LAHORE - Amid perceptions of economic stabilization and recovery, the National Economic Council (NEC), chaired by the Prime Minister, has set a number of ambitious targets in the Annual Plan for 2015-16. Realization of these targets will unambiguously confirm that the economy has finally broken out of the low growth trap, said a report released by the IPR .
The GDP growth rate for 2015-16 has been set at 5%. The last time a growth rate of above 5% was achieved was as far back as 2006-07. According to the Annual Plan, industry is expected to lead the growth process, with a growth rate approaching 6.5%. Inflation is likely to average 6% over the year.
The level of investment is also projected to revive sharply, from about 15% to almost 18% of the GDP. Exports will also pick up, after four years of stagnation, with a growth rate of over 5%. Remittances are expected to continue growing, while foreign direct investment is likely to show a quantum jump of doubling over the level in 2014-15.
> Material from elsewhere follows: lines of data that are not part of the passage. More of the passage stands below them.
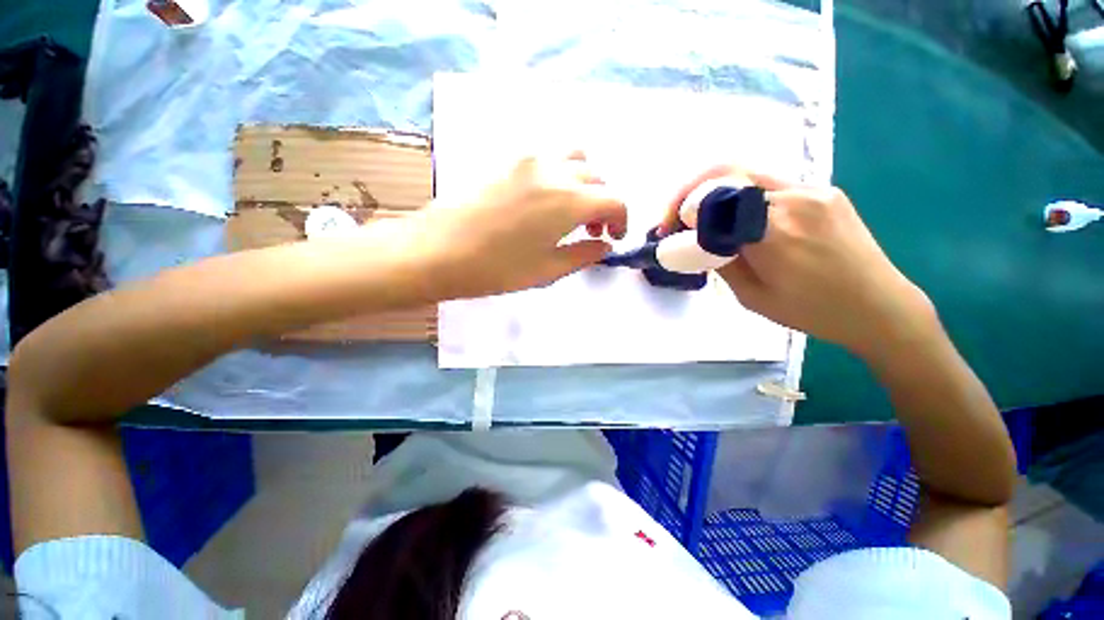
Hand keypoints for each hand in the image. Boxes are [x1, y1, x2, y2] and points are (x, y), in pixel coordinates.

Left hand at [397, 153, 626, 299]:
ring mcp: (529, 160)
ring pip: (575, 159)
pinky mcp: (508, 160)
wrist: (438, 251)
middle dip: (603, 203)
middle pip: (597, 177)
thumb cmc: (497, 268)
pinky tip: (546, 201)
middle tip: (591, 230)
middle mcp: (554, 170)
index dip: (621, 220)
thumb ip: (584, 255)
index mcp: (569, 200)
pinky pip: (549, 158)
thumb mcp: (548, 270)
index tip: (613, 238)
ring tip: (571, 211)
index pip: (614, 200)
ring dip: (585, 183)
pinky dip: (561, 174)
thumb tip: (604, 246)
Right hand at [664, 166, 935, 356]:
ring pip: (748, 177)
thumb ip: (722, 262)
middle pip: (728, 174)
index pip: (714, 200)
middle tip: (678, 216)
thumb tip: (698, 240)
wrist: (880, 306)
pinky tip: (741, 220)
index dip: (682, 207)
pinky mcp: (824, 191)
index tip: (668, 227)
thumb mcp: (752, 297)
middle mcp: (794, 200)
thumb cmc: (812, 312)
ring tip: (706, 219)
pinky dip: (743, 197)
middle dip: (692, 192)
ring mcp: (813, 190)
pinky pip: (771, 186)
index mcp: (774, 234)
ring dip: (717, 194)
The focus of public finances continues to be on further stabilization, with a reduction in the fiscal deficit to 4.3% of the GDP. This is to be achieved by a 20% growth in FBR revenues and little or no growth in current expenditure at the federal level. In addition, the Provinces are expected to generate a large combined cash surplus of Rs.300 billion.
Recent developments, however, are beginning to cast some doubts about the ability of the economy to perform as well as anticipated in 2015-16. The on-going floods could end up damaging crops in an area of almost one million acres. In the presence of low commodity, prices and outstanding stocks of 0.5 million tons of Basmati rice and over two million tons of wheat, the procurement/ support prices offered last year do not appear to be sustainable. Any reduction in prices could affect the supply response of farmers. Given the sharp drop in prices of potatoes and other vegetables, there is likely to be some shift away from these crops. Overall, it is beginning to look unlikely that the agricultural sector can achieve a relatively high growth rate of 4%.
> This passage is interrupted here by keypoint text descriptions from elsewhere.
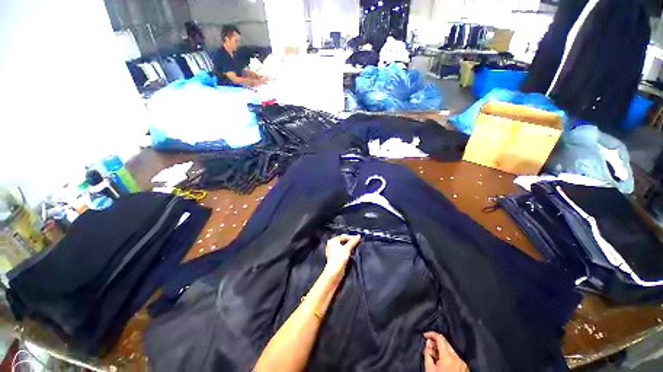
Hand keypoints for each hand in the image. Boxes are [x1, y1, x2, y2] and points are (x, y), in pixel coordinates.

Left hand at [325, 235, 359, 272]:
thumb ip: (353, 241)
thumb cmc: (338, 259)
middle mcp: (332, 245)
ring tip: (354, 250)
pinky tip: (351, 254)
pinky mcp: (336, 257)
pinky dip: (347, 252)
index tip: (357, 239)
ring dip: (350, 248)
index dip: (351, 237)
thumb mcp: (348, 248)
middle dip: (350, 243)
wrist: (335, 271)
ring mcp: (333, 251)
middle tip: (357, 244)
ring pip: (343, 247)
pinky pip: (343, 252)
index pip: (343, 236)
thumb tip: (358, 237)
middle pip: (343, 241)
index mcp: (333, 240)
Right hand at [423, 332, 468, 371]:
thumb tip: (428, 343)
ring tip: (434, 356)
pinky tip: (441, 362)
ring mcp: (463, 364)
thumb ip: (427, 352)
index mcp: (449, 357)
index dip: (431, 334)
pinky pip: (455, 357)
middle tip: (428, 347)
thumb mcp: (429, 368)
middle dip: (436, 343)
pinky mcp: (465, 369)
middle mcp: (458, 359)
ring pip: (450, 350)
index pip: (440, 338)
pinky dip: (447, 356)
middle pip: (446, 343)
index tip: (425, 335)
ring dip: (441, 350)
The biggest threat to growth of the manufacturing sector is the precipitous drop in exports. In the first month, July 2015, exports have plummeted by almost 17% in relation to the corresponding month of 2014. The textile industry is up in revolt after the imposition of taxes and surcharges on electricity and gas. The rupee remains significantly overvalued and this has impaired the competitiveness of our exports. Similarly, after a long time, remittances are beginning to flatten out, with less than one percent growth in July.
The year, 2014-15, witnessed a major recovery in the iron and steel products industry, primarily because of resumption of production by the Pakistan Steel Mill. Almost one third of the overall growth of the large-scale manufacturing sector was due to the iron and steel industry. But the news has come that PASMIC is shut down once again. In addition, industries like fertilizer are likely to be hit by the imposition of the GIDC. Falling exports, rising costs and factory closures render difficult the prospect of achieving 6% growth in manufacturing in 2015-16.
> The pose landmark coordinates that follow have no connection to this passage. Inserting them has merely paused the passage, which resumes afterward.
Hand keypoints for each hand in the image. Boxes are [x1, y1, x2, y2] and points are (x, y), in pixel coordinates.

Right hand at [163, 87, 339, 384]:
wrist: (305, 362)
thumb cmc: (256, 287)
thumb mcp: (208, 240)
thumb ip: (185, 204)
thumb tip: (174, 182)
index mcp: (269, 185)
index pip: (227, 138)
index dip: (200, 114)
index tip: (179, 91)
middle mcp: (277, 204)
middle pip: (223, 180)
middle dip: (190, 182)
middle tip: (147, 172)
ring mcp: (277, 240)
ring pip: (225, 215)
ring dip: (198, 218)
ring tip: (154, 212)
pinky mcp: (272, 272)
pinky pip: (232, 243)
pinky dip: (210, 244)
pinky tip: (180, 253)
Turning to inflation, the good news is that the year-to-year inflation in the consumer price index is down to only 1.8% in July. In fact, the wholesale price index has been declining every month since December 2014. The economy shows signs of having entered a period of low inflation or even deflation. However, as the ‘low base effect’ begins to take over, the rate of inflation could start rising once again and reach up to five percent in the next five to six months. Also, low commodity prices, especially of oil, are likely to persist. The Annual Plan assumption of an average rate of inflation of 6% in 2015-16 is likely to be on the high side. This is, of course, good news for consumers but it will be very difficult to achieve a 20% growth in FBR revenues. Already, in the first month, July, these revenues have shown growth of only 11%. We are likely, therefore, to see a spate of mini-budgets, like last year.